[[ DATA RECORDS, beginning ]]
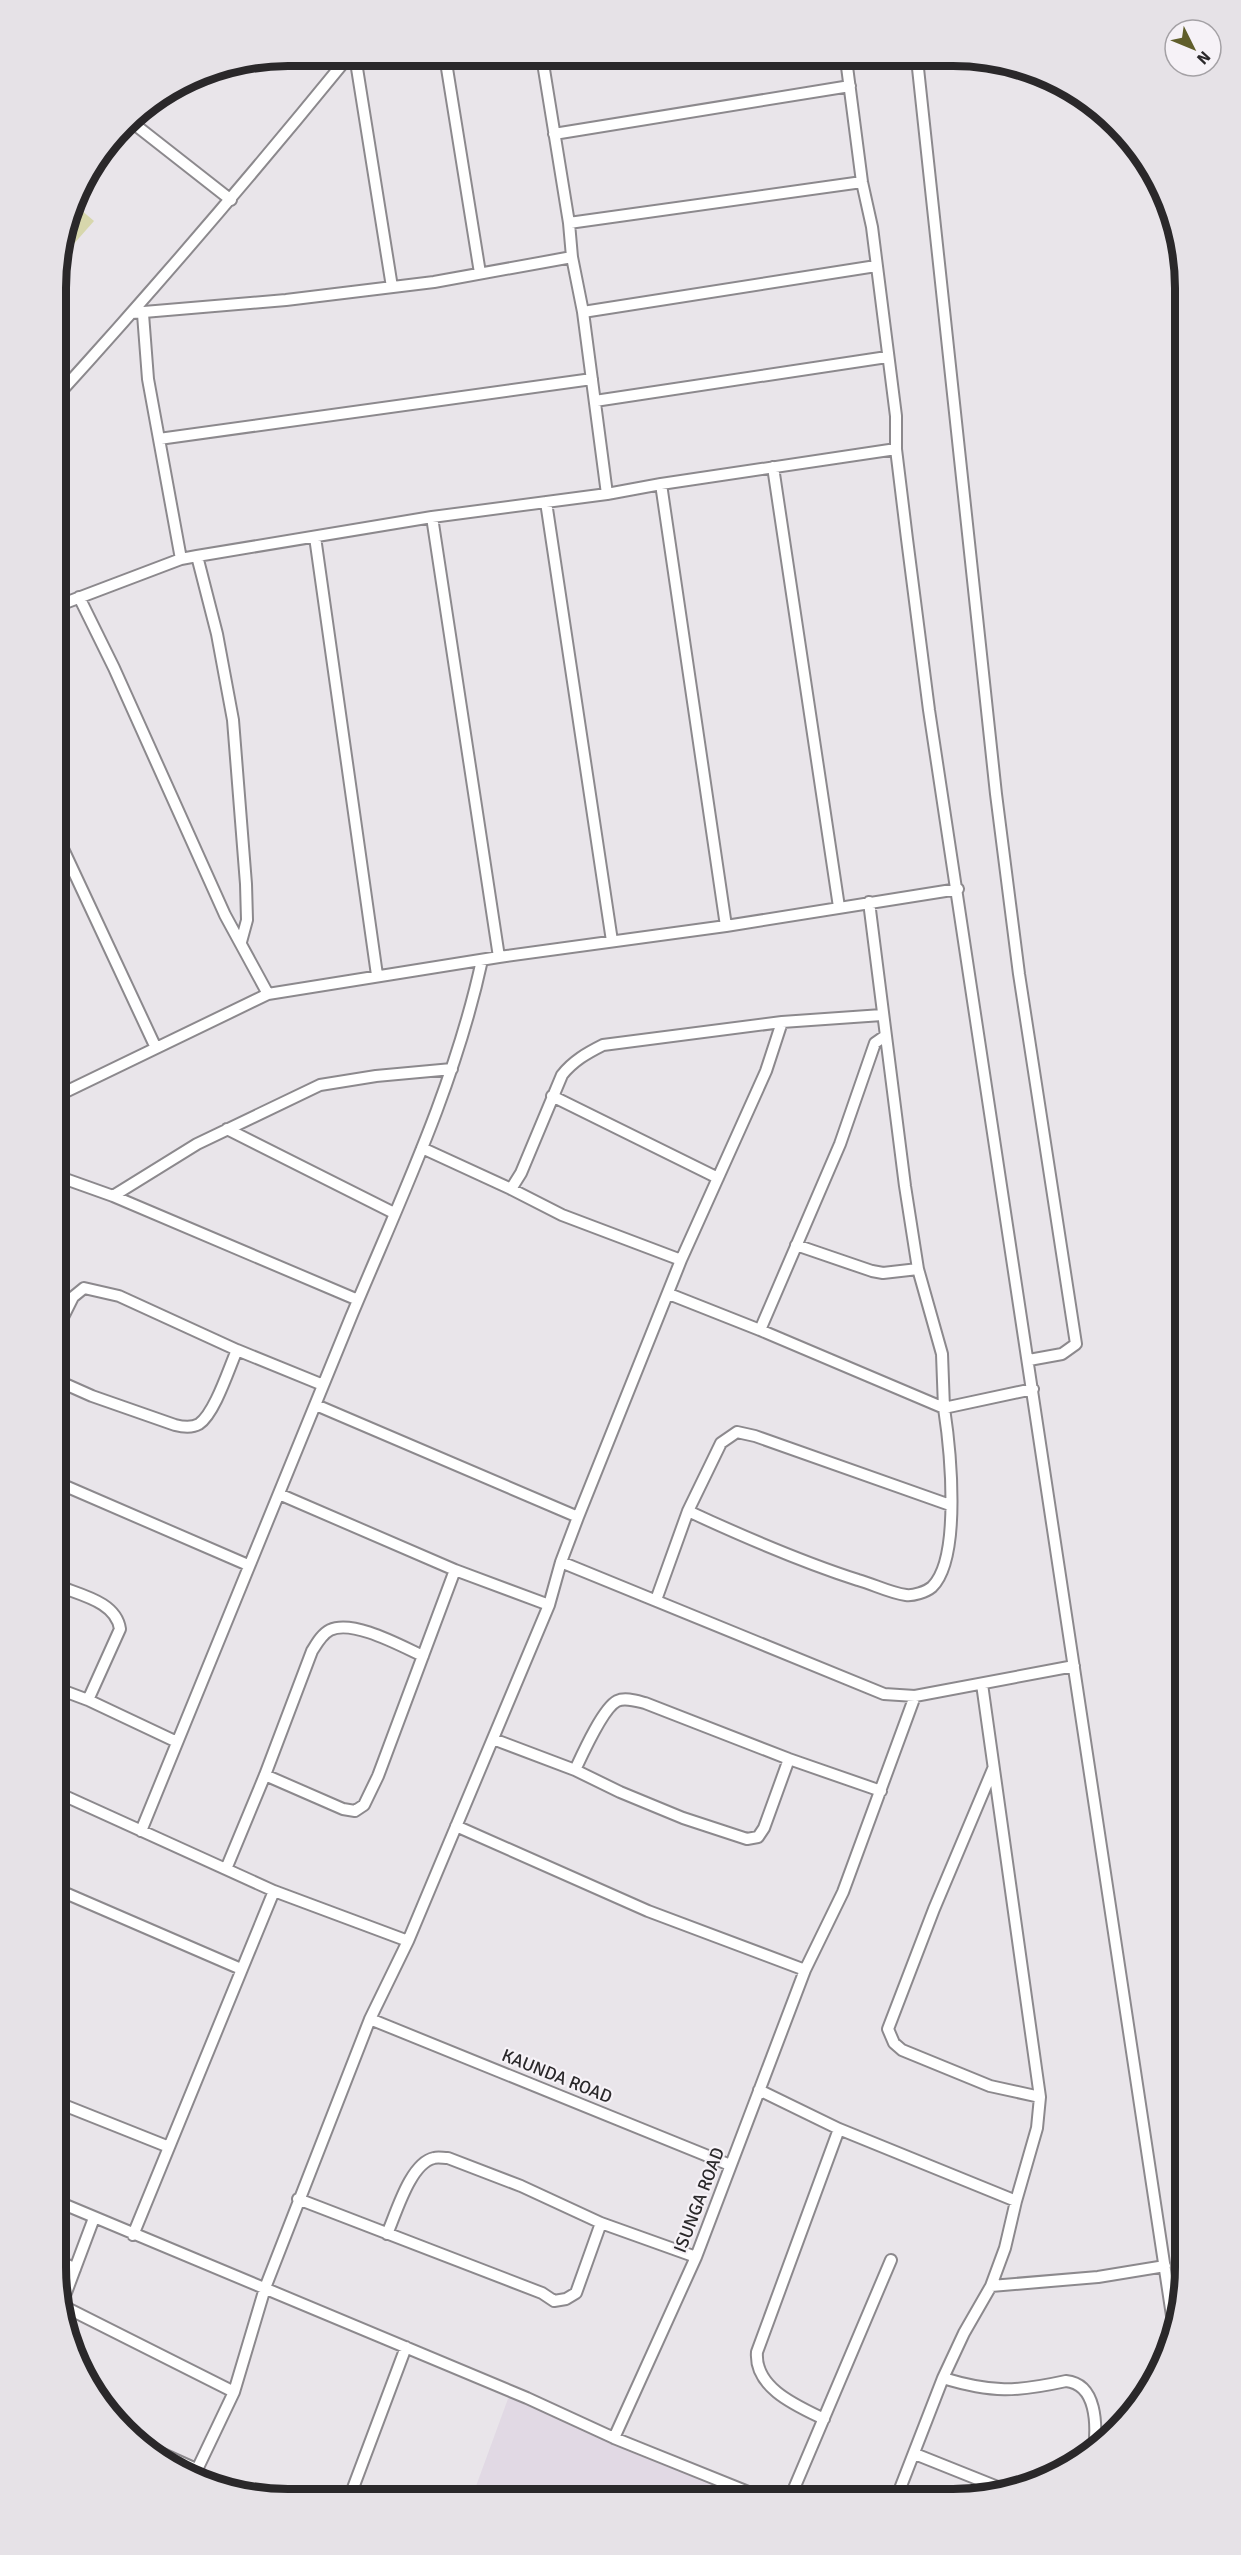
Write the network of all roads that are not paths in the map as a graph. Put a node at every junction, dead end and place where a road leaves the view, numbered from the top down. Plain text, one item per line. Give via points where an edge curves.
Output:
1 (338, 66) edge
2 (357, 66) edge
3 (446, 66) edge
4 (543, 66) edge
5 (847, 66) edge
6 (918, 66) edge
7 (850, 86) junction
8 (137, 126) edge
9 (554, 134) junction
10 (862, 182) junction
11 (231, 200) junction
12 (569, 222) junction
13 (572, 257) junction
14 (876, 266) junction
15 (480, 273) junction
16 (393, 287) junction
17 (583, 312) junction
18 (138, 314) junction
19 (887, 357) junction
20 (592, 379) junction
21 (66, 387) edge
22 (595, 401) junction
23 (159, 439) junction
24 (896, 449) junction
25 (773, 467) junction
26 (661, 484) junction
27 (607, 494) junction
28 (546, 502) junction
29 (432, 518) junction
30 (315, 537) junction
31 (197, 556) junction
32 (181, 560) junction
33 (79, 597) junction
34 (66, 602) edge
35 (66, 855) edge
36 (958, 890) junction
37 (869, 902) junction
38 (839, 907) junction
39 (726, 926) junction
40 (612, 941) junction
41 (241, 942) junction
42 (499, 957) junction
43 (482, 960) junction
44 (377, 975) junction
45 (268, 994) junction
46 (882, 1014) junction
47 (782, 1022) junction
48 (885, 1036) junction
49 (156, 1048) junction
50 (452, 1069) junction
51 (66, 1092) edge
52 (552, 1096) junction
53 (227, 1129) junction
54 (422, 1148) junction
55 (718, 1178) junction
56 (66, 1179) edge
57 (511, 1189) junction
58 (113, 1196) junction
59 (394, 1213) junction
60 (796, 1245) junction
61 (681, 1260) junction
62 (918, 1269) junction
63 (669, 1294) junction
64 (358, 1300) junction
65 (66, 1312) edge
66 (760, 1330) junction
67 (237, 1350) junction
68 (1029, 1360) junction
69 (66, 1384) edge
70 (323, 1385) junction
71 (1033, 1389) junction
72 (316, 1406) junction
73 (944, 1408) junction
74 (66, 1486) edge
75 (279, 1494) junction
76 (950, 1505) junction
77 (688, 1511) junction
78 (578, 1517) junction
79 (561, 1562) junction
80 (248, 1565) junction
81 (455, 1570) junction
82 (66, 1590) edge
83 (656, 1600) junction
84 (549, 1605) junction
85 (423, 1656) junction
86 (1074, 1666) junction
87 (982, 1684) junction
88 (66, 1692) edge
89 (915, 1696) junction
90 (88, 1700) junction
91 (493, 1739) junction
92 (177, 1742) junction
93 (789, 1759) junction
94 (993, 1769) junction
95 (575, 1770) junction
96 (265, 1775) junction
97 (881, 1791) junction
98 (66, 1797) edge
99 (456, 1826) junction
100 (141, 1831) junction
101 (226, 1869) junction
102 (274, 1891) junction
103 (66, 1893) edge
104 (408, 1941) junction
105 (241, 1969) junction
106 (805, 1970) junction
107 (370, 2019) junction
108 (759, 2090) junction
109 (1040, 2097) junction
110 (66, 2106) edge
111 (839, 2128) junction
112 (169, 2147) junction
113 (730, 2165) junction
114 (298, 2199) junction
115 (1016, 2201) junction
116 (66, 2205) edge
117 (94, 2218) junction
118 (601, 2223) junction
119 (387, 2234) junction
120 (133, 2235) junction
121 (696, 2257) junction
122 (891, 2260) dead end
123 (66, 2264) edge
124 (1165, 2266) junction
125 (75, 2269) junction
126 (991, 2286) junction
127 (265, 2288) junction
128 (67, 2289) edge
129 (70, 2309) edge
130 (1171, 2309) edge
131 (406, 2347) junction
132 (943, 2378) junction
133 (234, 2392) junction
134 (824, 2419) junction
135 (1096, 2437) edge
136 (614, 2438) junction
137 (915, 2454) junction
138 (197, 2469) edge
139 (993, 2485) edge
140 (353, 2489) edge
141 (741, 2489) edge
142 (794, 2489) edge
143 (900, 2489) edge

1 - 11 street
2 - 16 street
3 - 15 street
4 - 9 street
5 - 7 street
6 - 68 street via 998,805 1019,974 1076,1344 1062,1354
7 - 9 street
7 - 10 street
8 - 11 street
9 - 12 street
10 - 12 street
10 - 14 street
11 - 18 street
12 - 13 street
13 - 15 street
13 - 17 street
14 - 17 street
14 - 19 street
15 - 16 street
16 - 18 street
17 - 20 street
18 - 21 street
18 - 23 street
19 - 22 street
19 - 24 street via 896,416
20 - 22 street
20 - 23 street
22 - 27 street
23 - 32 street
24 - 25 street
24 - 36 street via 929,710
25 - 26 street
25 - 38 street
26 - 27 street
26 - 39 street
27 - 28 street
28 - 29 street
28 - 40 street
29 - 30 street
29 - 42 street
30 - 31 street
30 - 44 street
31 - 32 street
31 - 41 street via 233,720 246,884 247,920
32 - 33 street
33 - 34 street
33 - 41 street via 225,915
35 - 49 street
36 - 37 street
36 - 68 street
37 - 38 street
37 - 46 street
38 - 39 street
39 - 40 street
40 - 42 street
41 - 45 street
42 - 43 street
43 - 44 street
43 - 50 street
44 - 45 street
45 - 49 street
46 - 47 street
46 - 48 street
47 - 52 street via 603,1046 570,1065
47 - 55 street via 766,1071
48 - 60 street via 875,1043 840,1144
48 - 62 street
49 - 51 street
50 - 53 street via 320,1085
50 - 54 street
52 - 55 street
52 - 57 street
53 - 58 street via 197,1143
53 - 59 street
54 - 57 street
54 - 59 street
55 - 61 street
56 - 58 street
57 - 61 street via 562,1215
58 - 64 street
59 - 64 street
60 - 62 street via 872,1271
60 - 66 street
61 - 63 street
62 - 73 street via 942,1354
63 - 66 street
63 - 78 street
64 - 70 street
65 - 67 street via 84,1288 119,1296
66 - 73 street
67 - 69 street via 208,1414 199,1424 188,1427
67 - 70 street
68 - 71 street
70 - 72 street
71 - 73 street
71 - 86 street
72 - 75 street
72 - 78 street
73 - 76 street via 950,1450
74 - 80 street
75 - 80 street
75 - 81 street
76 - 77 street via 737,1432 721,1443
76 - 77 street via 951,1540 942,1570 932,1587 906,1595 764,1546
77 - 83 street
78 - 79 street
79 - 83 street
79 - 84 street
80 - 92 street
81 - 84 street
81 - 85 street
82 - 90 street via 101,1603 119,1619 120,1629
83 - 89 street via 884,1694
84 - 91 street
85 - 96 street via 358,1629 329,1630 312,1651
85 - 96 street via 364,1805 355,1811 343,1809
86 - 87 street
86 - 124 street
87 - 89 street
87 - 94 street
88 - 90 street
89 - 97 street, ISUNGA ROAD
90 - 92 street
91 - 95 street
91 - 99 street
92 - 100 street
93 - 95 street via 645,1703 623,1699 615,1701 609,1709
93 - 95 street via 764,1828 758,1837 747,1839 683,1818
93 - 97 street
94 - 109 street
94 - 109 street via 888,2029 902,2050 990,2086
96 - 101 street
97 - 106 street, ISUNGA ROAD via 843,1892
98 - 100 street
99 - 104 street
99 - 106 street via 648,1911
100 - 101 street
101 - 102 street
102 - 104 street
102 - 105 street
103 - 105 street
104 - 107 street
105 - 112 street
106 - 108 street, ISUNGA ROAD
107 - 113 street, KAUNDA ROAD
107 - 114 street
108 - 111 street
108 - 113 street, ISUNGA ROAD
109 - 115 street via 1031,2155
110 - 112 street
111 - 115 street
111 - 134 street via 757,2352 756,2365 775,2392
112 - 120 street
113 - 121 street, ISUNGA ROAD
114 - 119 street
114 - 127 street
115 - 126 street
116 - 117 street
117 - 120 street
117 - 125 street
118 - 119 street via 521,2186 448,2158 435,2157 417,2168
118 - 119 street via 576,2293 566,2300 554,2301
118 - 121 street
120 - 127 street
121 - 136 street, ISUNGA ROAD
122 - 134 street
123 - 125 street
124 - 126 street via 1108,2276
124 - 130 street
125 - 128 street
126 - 132 street
127 - 131 street
127 - 133 street
129 - 133 street
131 - 136 street
131 - 140 street
132 - 135 street via 984,2390 1006,2391 1076,2382 1084,2388 1093,2406
132 - 137 street
133 - 138 street
134 - 142 street
136 - 141 street
137 - 139 street
137 - 143 street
[[ DATA RECORDS, end ]]
## WHAT THIS TASK INVOLVES
Reply with nothing but the number of lines in the entries above that hold the string "ISUNGA".

## WRITTEN RESPONSE
6